Hayes undertook extensive coastal surveys in southeastern Tasmania, naming features such as Risdon Cove, Ralphs Bay, and Court’s Island. He renamed the French Rivière du Nord the River Derwent, and further inland he identified what he called King George’s Plains. He also designated the estuary as Fletcher Hayes' Gulf.

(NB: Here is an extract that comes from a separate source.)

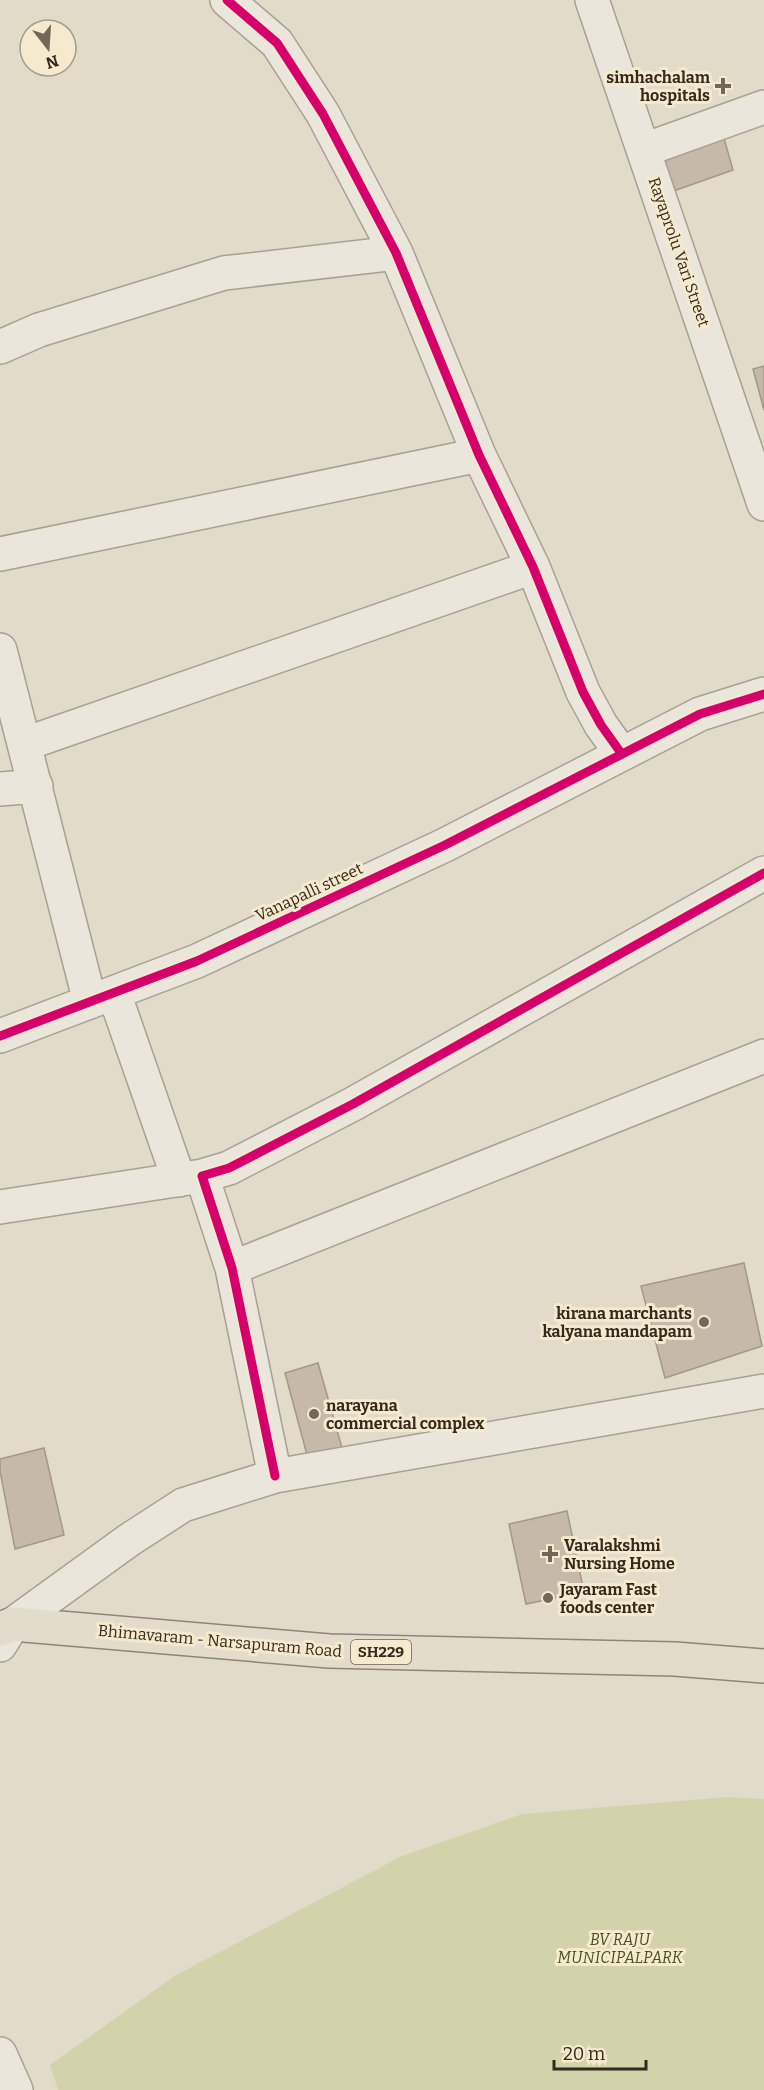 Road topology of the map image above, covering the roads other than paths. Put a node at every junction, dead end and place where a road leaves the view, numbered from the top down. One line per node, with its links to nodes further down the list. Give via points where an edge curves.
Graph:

His chart of Van Diemen’s Land, dedicated to John Shore, 1st Baron Teignmouth, chairman of the East India Company, bore a number of English place names. These included New Yorkshire (north of the Derwent), New Cumberland (west of what is now D'Entrecasteaux Channel), and The Honourable William Pitt’s Isle (now Bruny Island). D’Entrecasteaux Channel itself appeared on Hayes’s map as Seton’s Strait, named after another company merchant, while Betsey Island may have been named for a Bombay Marine vessel.

Though Hayes later realised many of his ‘discoveries’ had already been recorded by the French, his charts were still influential. Matthew Flinders used a copy during his circumnavigation of Tasmania in 1798–99, correcting terminology but preserving most names.

During the expedition, tensions emerged with Mr. Robertson, the supercargo, who challenged Hayes’s authority and attempted to assert ownership over the ships. Hayes confined him and reported the matter to Calcutta authorities.

Hayes continued his voyage on 9 June, departing for New Caledonia, again unknowingly retracing the path of d’Entrecasteaux. In correspondence, Hayes expressed pride in his discoveries, writing: “I have discovered a strait abounding with many fine harbours... On the west side... some fine plains extending to the foot of a large mountain... I called [them] King George’s Plains.” He recorded the location at 42°47′30″ S, 147°30′54″ E, noting the presence of white cockatoos and colourful stones akin to carnelian.

Although ultimately overshadowed by French explorers and British surveyors like Flinders and George Bass, Hayes's 1793 voyage was a significant early British exploration of southeastern Tasmania. His naming of Risdon Cove proved especially enduring: a decade later, it became the site of the first British settlement in Tasmania under Lieutenant John Bowen.